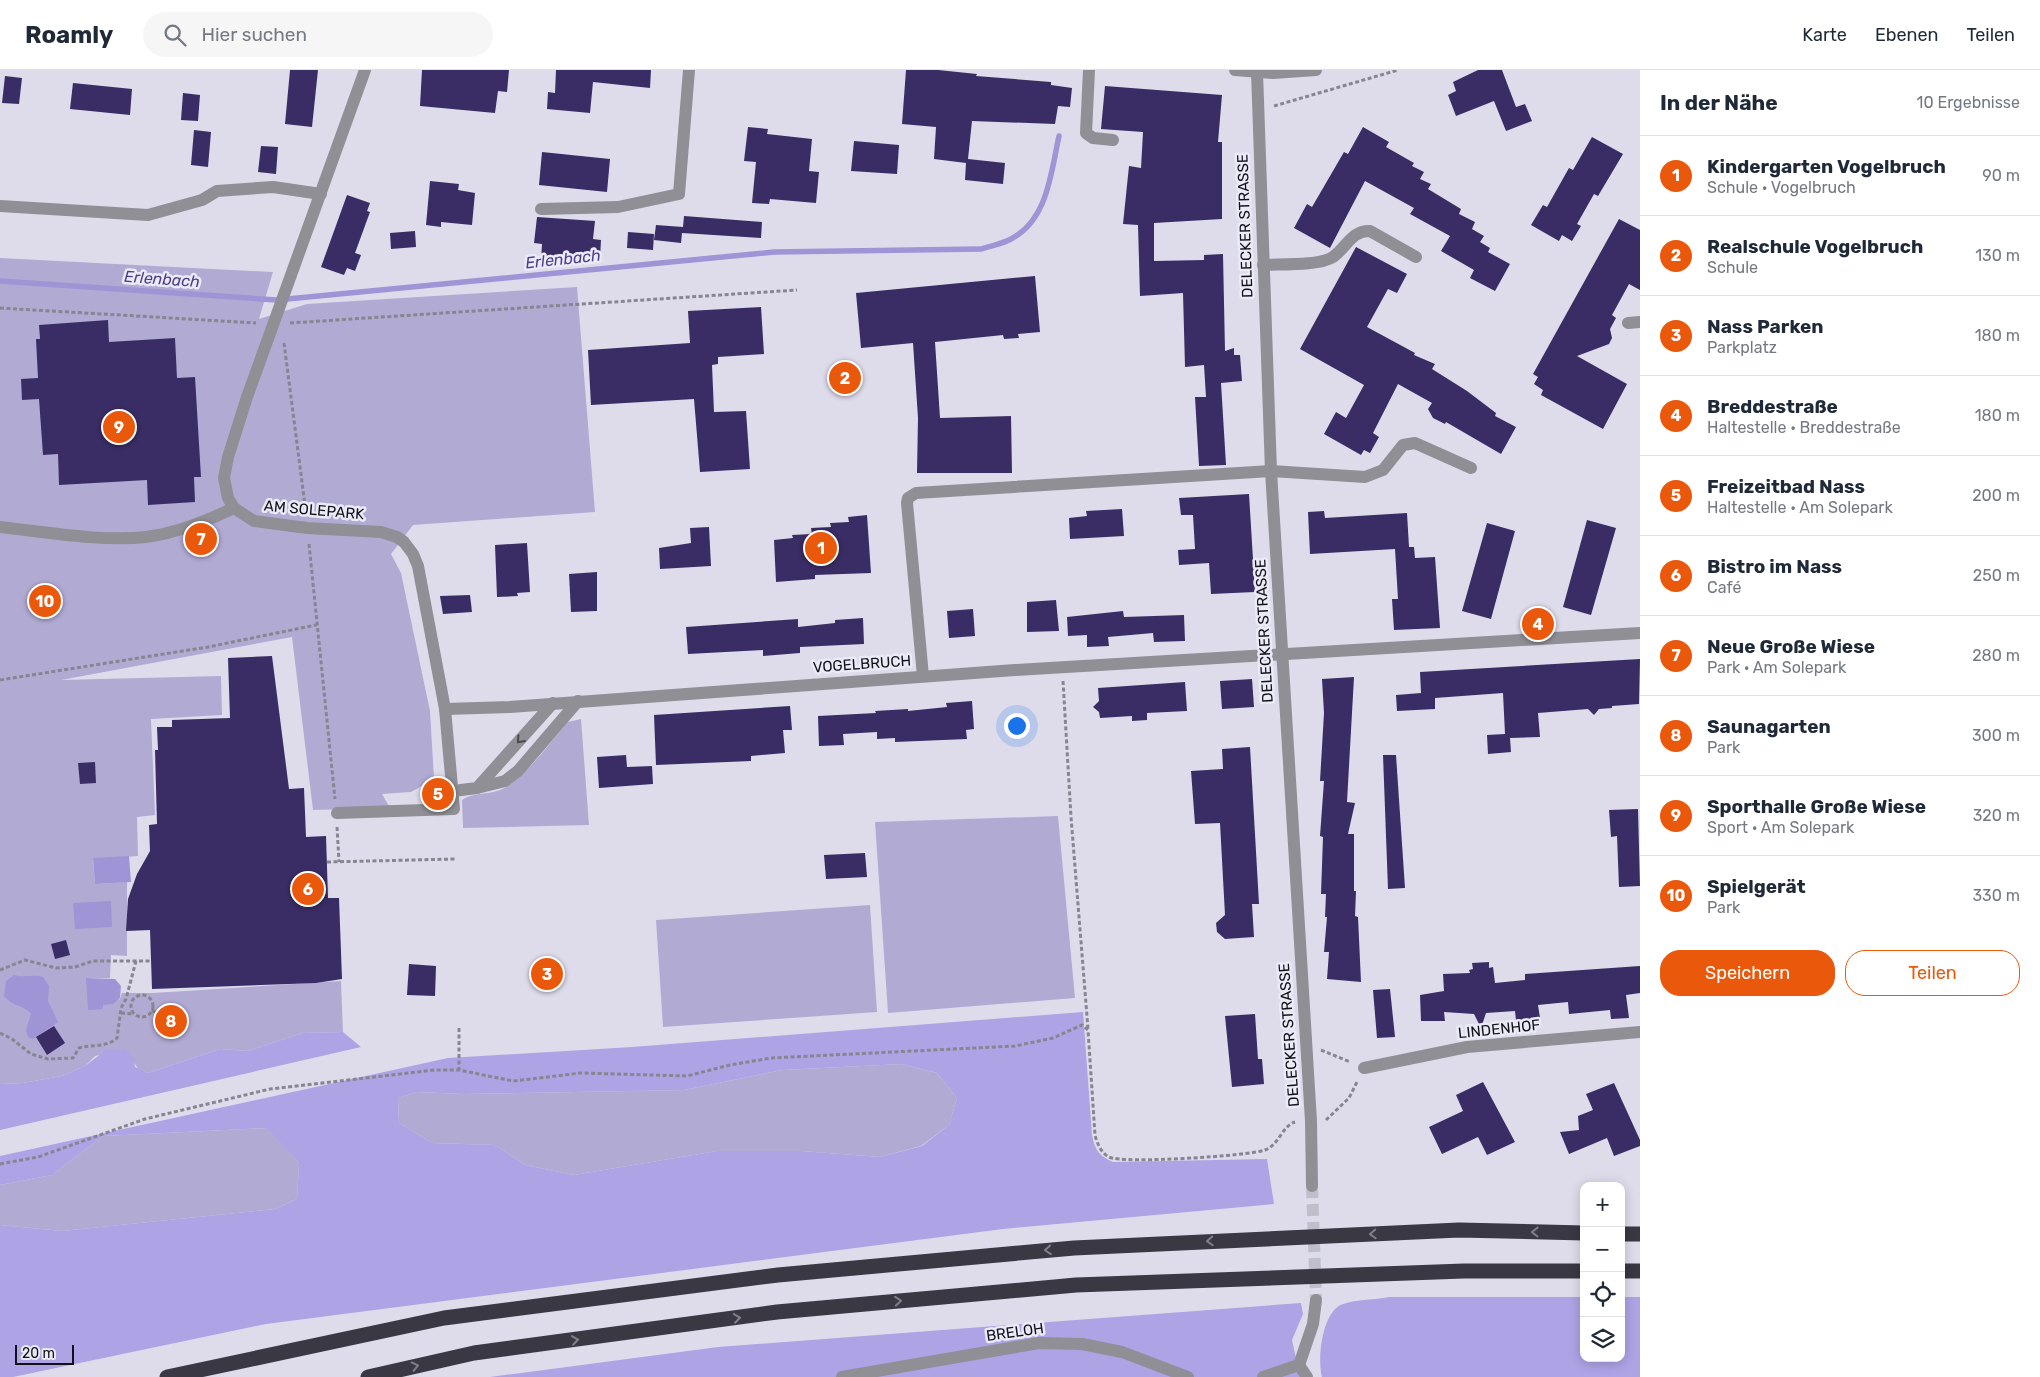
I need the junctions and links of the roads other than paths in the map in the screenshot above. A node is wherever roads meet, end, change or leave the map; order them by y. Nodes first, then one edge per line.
---
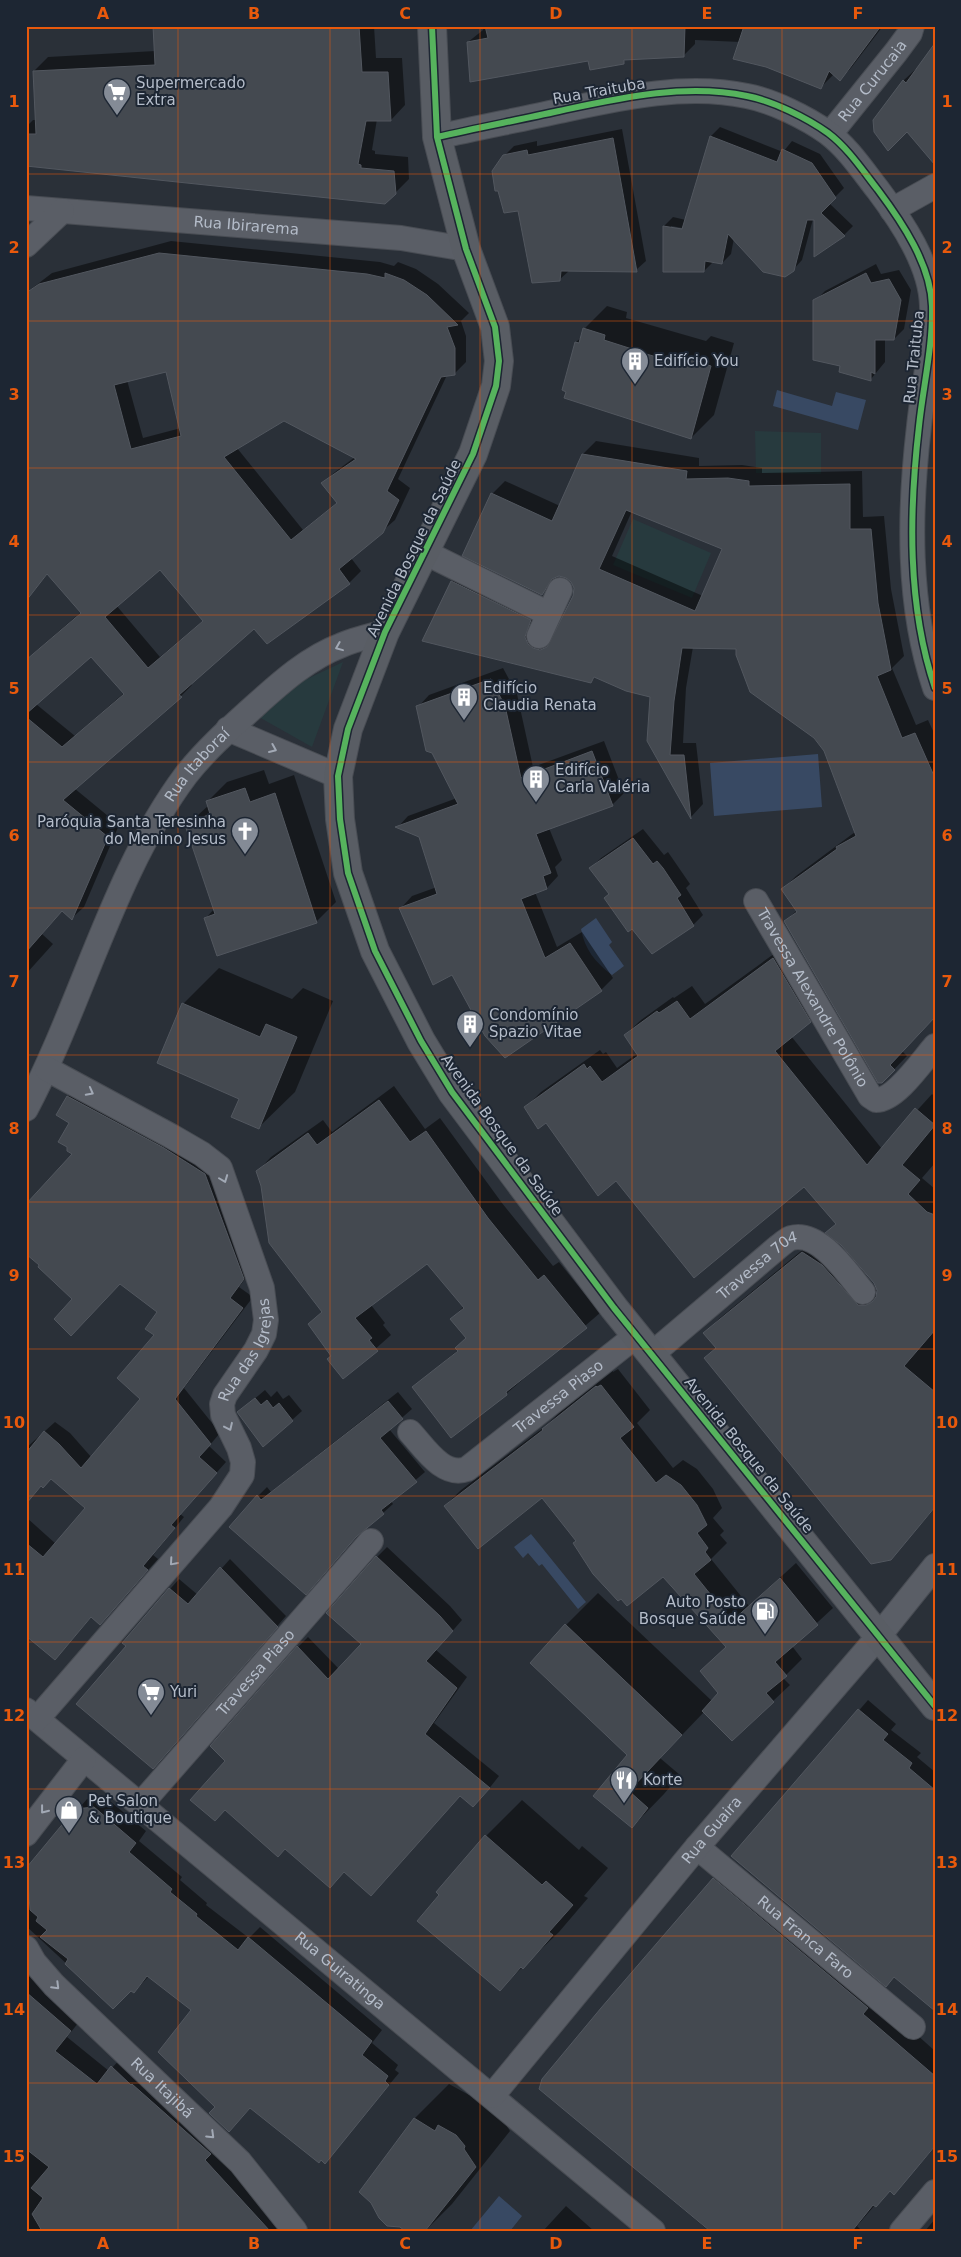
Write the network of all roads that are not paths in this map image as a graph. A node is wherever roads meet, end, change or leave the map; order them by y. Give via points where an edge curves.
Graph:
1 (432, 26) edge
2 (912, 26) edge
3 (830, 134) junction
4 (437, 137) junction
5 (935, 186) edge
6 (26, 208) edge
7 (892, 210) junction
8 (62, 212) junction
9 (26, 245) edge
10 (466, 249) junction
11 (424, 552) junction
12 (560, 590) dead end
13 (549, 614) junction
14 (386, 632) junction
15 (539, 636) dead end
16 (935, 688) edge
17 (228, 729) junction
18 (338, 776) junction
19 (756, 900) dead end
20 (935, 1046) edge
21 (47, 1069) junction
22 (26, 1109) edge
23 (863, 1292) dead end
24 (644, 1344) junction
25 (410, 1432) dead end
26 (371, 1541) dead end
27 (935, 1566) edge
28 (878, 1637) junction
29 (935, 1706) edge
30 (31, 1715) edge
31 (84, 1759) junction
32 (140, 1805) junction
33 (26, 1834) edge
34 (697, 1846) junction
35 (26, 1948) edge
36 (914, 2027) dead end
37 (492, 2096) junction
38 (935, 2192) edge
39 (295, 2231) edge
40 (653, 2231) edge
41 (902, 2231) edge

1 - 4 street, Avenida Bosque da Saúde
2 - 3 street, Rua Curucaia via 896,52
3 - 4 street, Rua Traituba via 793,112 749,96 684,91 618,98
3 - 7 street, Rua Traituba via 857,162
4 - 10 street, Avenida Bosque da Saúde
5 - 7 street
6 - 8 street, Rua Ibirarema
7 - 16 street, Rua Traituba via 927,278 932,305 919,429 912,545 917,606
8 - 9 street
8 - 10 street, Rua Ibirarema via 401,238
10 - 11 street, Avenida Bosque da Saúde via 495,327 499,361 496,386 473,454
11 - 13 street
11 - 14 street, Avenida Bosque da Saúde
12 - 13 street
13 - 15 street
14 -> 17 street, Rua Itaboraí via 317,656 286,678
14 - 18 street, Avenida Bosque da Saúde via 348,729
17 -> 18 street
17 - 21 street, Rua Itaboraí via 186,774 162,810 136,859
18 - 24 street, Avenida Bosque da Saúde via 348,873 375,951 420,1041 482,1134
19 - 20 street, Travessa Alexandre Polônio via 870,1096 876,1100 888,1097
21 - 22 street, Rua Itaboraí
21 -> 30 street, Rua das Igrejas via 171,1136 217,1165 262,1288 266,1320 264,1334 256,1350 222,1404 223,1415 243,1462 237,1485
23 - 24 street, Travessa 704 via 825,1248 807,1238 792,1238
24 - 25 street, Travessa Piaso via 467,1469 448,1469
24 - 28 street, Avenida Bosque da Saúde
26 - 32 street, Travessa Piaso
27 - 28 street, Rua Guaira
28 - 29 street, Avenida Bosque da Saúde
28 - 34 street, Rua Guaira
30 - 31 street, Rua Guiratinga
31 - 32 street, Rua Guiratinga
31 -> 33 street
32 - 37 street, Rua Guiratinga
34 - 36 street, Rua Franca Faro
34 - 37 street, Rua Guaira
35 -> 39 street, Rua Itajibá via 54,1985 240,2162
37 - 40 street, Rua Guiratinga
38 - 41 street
* * *
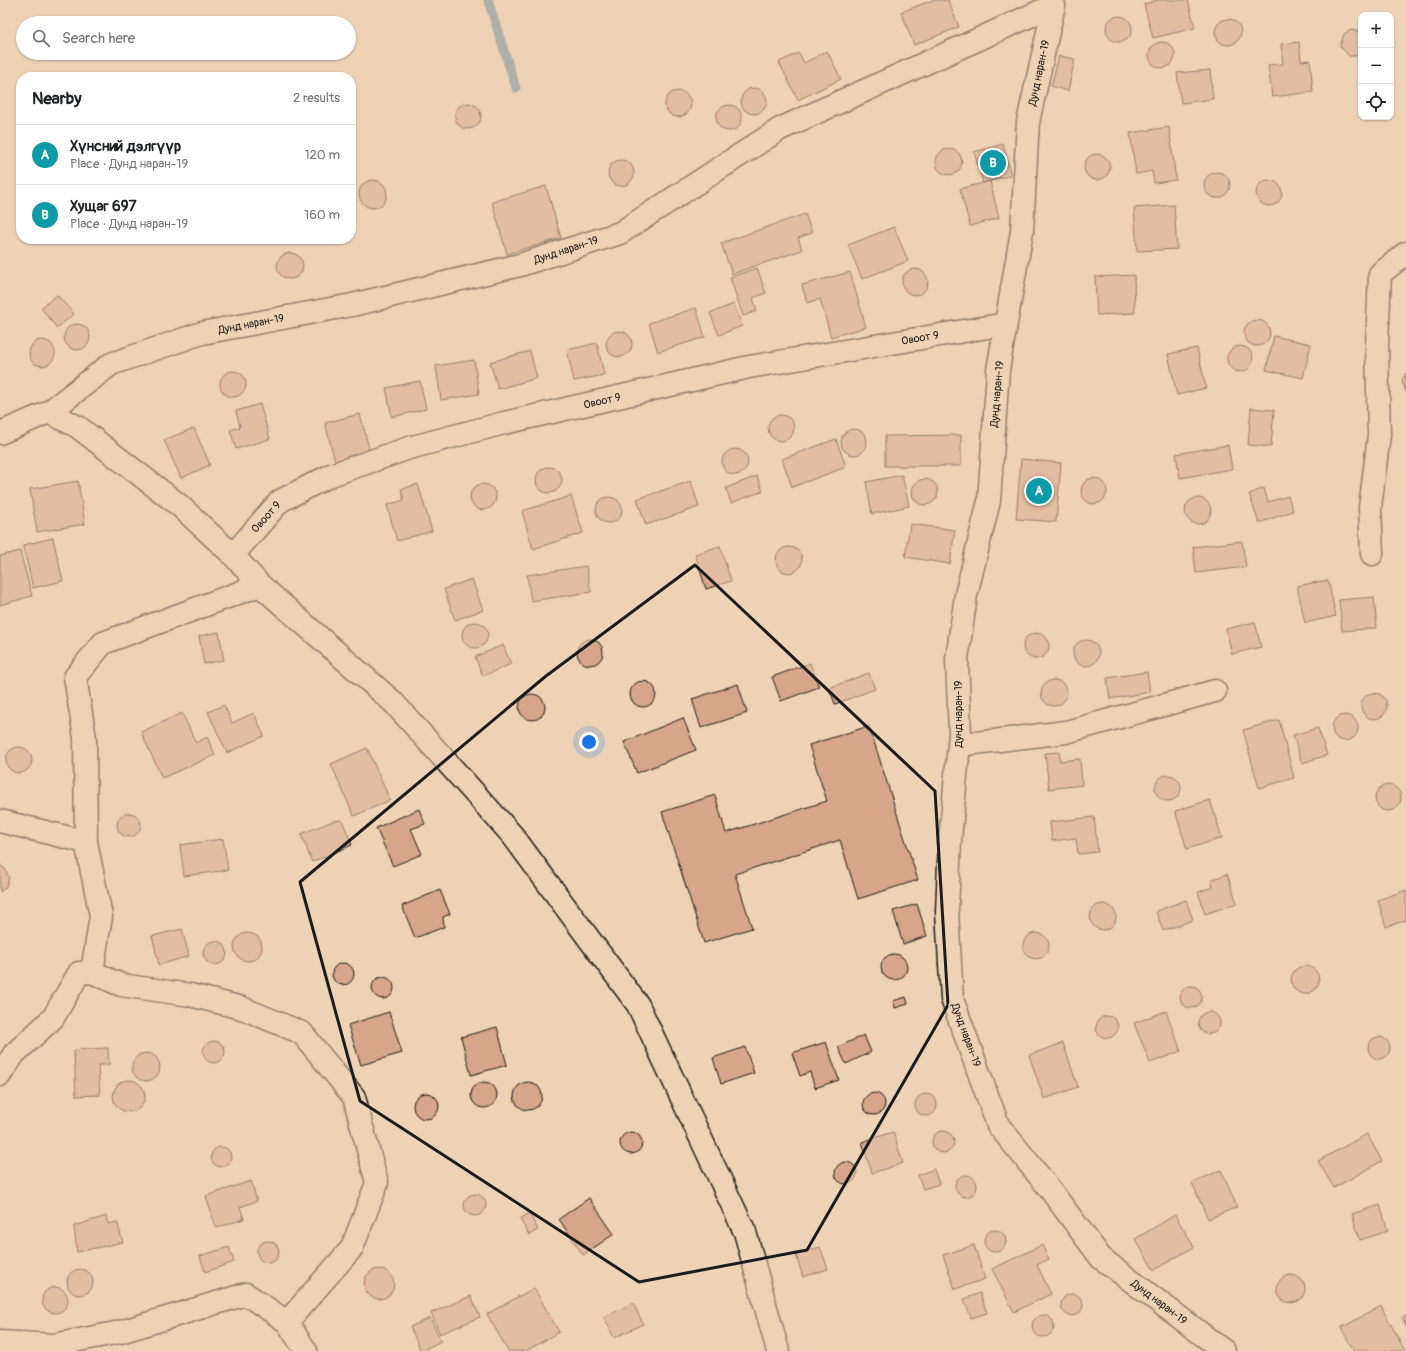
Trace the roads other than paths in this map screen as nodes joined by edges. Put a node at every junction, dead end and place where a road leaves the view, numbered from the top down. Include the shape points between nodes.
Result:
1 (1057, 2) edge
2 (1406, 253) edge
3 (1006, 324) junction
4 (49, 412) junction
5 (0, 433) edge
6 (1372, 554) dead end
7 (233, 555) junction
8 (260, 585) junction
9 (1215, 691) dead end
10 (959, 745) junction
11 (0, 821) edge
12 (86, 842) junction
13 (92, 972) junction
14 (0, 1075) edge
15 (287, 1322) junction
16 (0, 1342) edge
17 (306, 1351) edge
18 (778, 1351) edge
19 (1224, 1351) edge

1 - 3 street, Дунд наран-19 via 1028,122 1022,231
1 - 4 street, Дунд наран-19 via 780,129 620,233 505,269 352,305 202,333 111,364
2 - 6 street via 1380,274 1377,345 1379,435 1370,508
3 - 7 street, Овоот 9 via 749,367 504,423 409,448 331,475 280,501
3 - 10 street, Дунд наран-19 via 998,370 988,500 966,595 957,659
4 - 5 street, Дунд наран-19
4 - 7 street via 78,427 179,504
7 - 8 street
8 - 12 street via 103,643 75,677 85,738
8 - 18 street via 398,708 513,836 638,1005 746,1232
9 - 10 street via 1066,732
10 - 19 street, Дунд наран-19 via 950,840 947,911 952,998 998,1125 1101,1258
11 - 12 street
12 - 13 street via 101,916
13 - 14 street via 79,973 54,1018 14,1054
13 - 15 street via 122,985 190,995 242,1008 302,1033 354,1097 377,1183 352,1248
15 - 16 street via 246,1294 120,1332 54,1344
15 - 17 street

*Aim of the exercise*
Copy out every line of the listing where the word "meet" occurs.

*Result below*
I need the junctions and links of the roads other than paths in the map in the screenshot above. A node is wherever roads meet, end, change or leave the map; order them by y. Nodes first, then one edge per line.
Write the network of all roads that are not paths in this map image as a graph. A node is wherever roads meet, end, change or leave the map; order them by y. Give via points where an edge curves.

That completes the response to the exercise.